TASK PROMPT:
Please write out the complete listing that follows, exactly as it reads.

EXCERPTED RECORDS:

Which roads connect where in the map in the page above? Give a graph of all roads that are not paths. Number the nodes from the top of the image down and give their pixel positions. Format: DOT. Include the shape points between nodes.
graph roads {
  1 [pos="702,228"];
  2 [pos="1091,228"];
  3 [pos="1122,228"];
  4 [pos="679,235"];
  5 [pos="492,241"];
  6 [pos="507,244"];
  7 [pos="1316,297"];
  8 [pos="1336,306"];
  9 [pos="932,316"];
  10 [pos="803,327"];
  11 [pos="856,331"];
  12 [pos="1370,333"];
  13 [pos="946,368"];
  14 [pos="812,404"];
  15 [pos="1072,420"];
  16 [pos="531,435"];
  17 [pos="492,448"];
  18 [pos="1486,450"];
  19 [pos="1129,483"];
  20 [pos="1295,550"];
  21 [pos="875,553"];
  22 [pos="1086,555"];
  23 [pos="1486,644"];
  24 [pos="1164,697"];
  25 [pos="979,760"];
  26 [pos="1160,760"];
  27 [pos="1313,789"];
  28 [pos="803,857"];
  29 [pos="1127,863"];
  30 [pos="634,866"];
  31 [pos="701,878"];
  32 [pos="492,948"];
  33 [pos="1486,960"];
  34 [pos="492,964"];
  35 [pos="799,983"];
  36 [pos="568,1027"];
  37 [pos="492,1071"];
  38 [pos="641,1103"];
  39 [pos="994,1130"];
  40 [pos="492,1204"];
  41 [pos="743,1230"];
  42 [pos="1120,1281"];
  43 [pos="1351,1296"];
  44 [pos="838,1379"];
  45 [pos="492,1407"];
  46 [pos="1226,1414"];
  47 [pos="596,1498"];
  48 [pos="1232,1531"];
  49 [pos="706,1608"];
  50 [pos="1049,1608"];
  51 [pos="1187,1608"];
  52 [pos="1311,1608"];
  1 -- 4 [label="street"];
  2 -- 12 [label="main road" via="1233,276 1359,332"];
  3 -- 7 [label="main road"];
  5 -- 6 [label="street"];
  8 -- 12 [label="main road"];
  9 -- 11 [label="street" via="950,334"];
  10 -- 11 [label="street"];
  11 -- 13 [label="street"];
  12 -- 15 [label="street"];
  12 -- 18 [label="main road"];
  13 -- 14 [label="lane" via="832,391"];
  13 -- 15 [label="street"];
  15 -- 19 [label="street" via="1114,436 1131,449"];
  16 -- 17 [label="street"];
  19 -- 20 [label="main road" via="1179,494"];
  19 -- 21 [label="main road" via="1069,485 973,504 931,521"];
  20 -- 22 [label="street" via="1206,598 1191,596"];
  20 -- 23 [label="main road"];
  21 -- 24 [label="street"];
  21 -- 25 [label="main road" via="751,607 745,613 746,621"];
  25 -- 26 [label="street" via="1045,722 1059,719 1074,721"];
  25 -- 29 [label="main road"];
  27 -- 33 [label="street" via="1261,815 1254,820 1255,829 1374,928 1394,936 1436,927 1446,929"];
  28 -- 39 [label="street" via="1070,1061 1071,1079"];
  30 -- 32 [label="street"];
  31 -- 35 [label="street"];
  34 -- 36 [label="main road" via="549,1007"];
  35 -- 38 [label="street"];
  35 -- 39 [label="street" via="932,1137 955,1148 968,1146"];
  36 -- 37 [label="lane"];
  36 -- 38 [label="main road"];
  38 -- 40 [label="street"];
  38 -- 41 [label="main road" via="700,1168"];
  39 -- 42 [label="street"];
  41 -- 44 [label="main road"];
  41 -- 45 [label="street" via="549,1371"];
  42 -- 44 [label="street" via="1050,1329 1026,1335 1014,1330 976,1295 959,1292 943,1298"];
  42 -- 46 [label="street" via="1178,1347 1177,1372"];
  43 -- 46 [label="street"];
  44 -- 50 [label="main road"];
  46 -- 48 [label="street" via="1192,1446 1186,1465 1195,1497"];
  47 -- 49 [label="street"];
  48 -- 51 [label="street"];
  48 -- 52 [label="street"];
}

OUTPUT OF THE TASK:
Which roads connect where in the map in the page above? Give a graph of all roads that are not paths. Number the nodes from the top of the image down and give their pixel positions. Format: DOT. Include the shape points between nodes.
graph roads {
  1 [pos="702,228"];
  2 [pos="1091,228"];
  3 [pos="1122,228"];
  4 [pos="679,235"];
  5 [pos="492,241"];
  6 [pos="507,244"];
  7 [pos="1316,297"];
  8 [pos="1336,306"];
  9 [pos="932,316"];
  10 [pos="803,327"];
  11 [pos="856,331"];
  12 [pos="1370,333"];
  13 [pos="946,368"];
  14 [pos="812,404"];
  15 [pos="1072,420"];
  16 [pos="531,435"];
  17 [pos="492,448"];
  18 [pos="1486,450"];
  19 [pos="1129,483"];
  20 [pos="1295,550"];
  21 [pos="875,553"];
  22 [pos="1086,555"];
  23 [pos="1486,644"];
  24 [pos="1164,697"];
  25 [pos="979,760"];
  26 [pos="1160,760"];
  27 [pos="1313,789"];
  28 [pos="803,857"];
  29 [pos="1127,863"];
  30 [pos="634,866"];
  31 [pos="701,878"];
  32 [pos="492,948"];
  33 [pos="1486,960"];
  34 [pos="492,964"];
  35 [pos="799,983"];
  36 [pos="568,1027"];
  37 [pos="492,1071"];
  38 [pos="641,1103"];
  39 [pos="994,1130"];
  40 [pos="492,1204"];
  41 [pos="743,1230"];
  42 [pos="1120,1281"];
  43 [pos="1351,1296"];
  44 [pos="838,1379"];
  45 [pos="492,1407"];
  46 [pos="1226,1414"];
  47 [pos="596,1498"];
  48 [pos="1232,1531"];
  49 [pos="706,1608"];
  50 [pos="1049,1608"];
  51 [pos="1187,1608"];
  52 [pos="1311,1608"];
  1 -- 4 [label="street"];
  2 -- 12 [label="main road" via="1233,276 1359,332"];
  3 -- 7 [label="main road"];
  5 -- 6 [label="street"];
  8 -- 12 [label="main road"];
  9 -- 11 [label="street" via="950,334"];
  10 -- 11 [label="street"];
  11 -- 13 [label="street"];
  12 -- 15 [label="street"];
  12 -- 18 [label="main road"];
  13 -- 14 [label="lane" via="832,391"];
  13 -- 15 [label="street"];
  15 -- 19 [label="street" via="1114,436 1131,449"];
  16 -- 17 [label="street"];
  19 -- 20 [label="main road" via="1179,494"];
  19 -- 21 [label="main road" via="1069,485 973,504 931,521"];
  20 -- 22 [label="street" via="1206,598 1191,596"];
  20 -- 23 [label="main road"];
  21 -- 24 [label="street"];
  21 -- 25 [label="main road" via="751,607 745,613 746,621"];
  25 -- 26 [label="street" via="1045,722 1059,719 1074,721"];
  25 -- 29 [label="main road"];
  27 -- 33 [label="street" via="1261,815 1254,820 1255,829 1374,928 1394,936 1436,927 1446,929"];
  28 -- 39 [label="street" via="1070,1061 1071,1079"];
  30 -- 32 [label="street"];
  31 -- 35 [label="street"];
  34 -- 36 [label="main road" via="549,1007"];
  35 -- 38 [label="street"];
  35 -- 39 [label="street" via="932,1137 955,1148 968,1146"];
  36 -- 37 [label="lane"];
  36 -- 38 [label="main road"];
  38 -- 40 [label="street"];
  38 -- 41 [label="main road" via="700,1168"];
  39 -- 42 [label="street"];
  41 -- 44 [label="main road"];
  41 -- 45 [label="street" via="549,1371"];
  42 -- 44 [label="street" via="1050,1329 1026,1335 1014,1330 976,1295 959,1292 943,1298"];
  42 -- 46 [label="street" via="1178,1347 1177,1372"];
  43 -- 46 [label="street"];
  44 -- 50 [label="main road"];
  46 -- 48 [label="street" via="1192,1446 1186,1465 1195,1497"];
  47 -- 49 [label="street"];
  48 -- 51 [label="street"];
  48 -- 52 [label="street"];
}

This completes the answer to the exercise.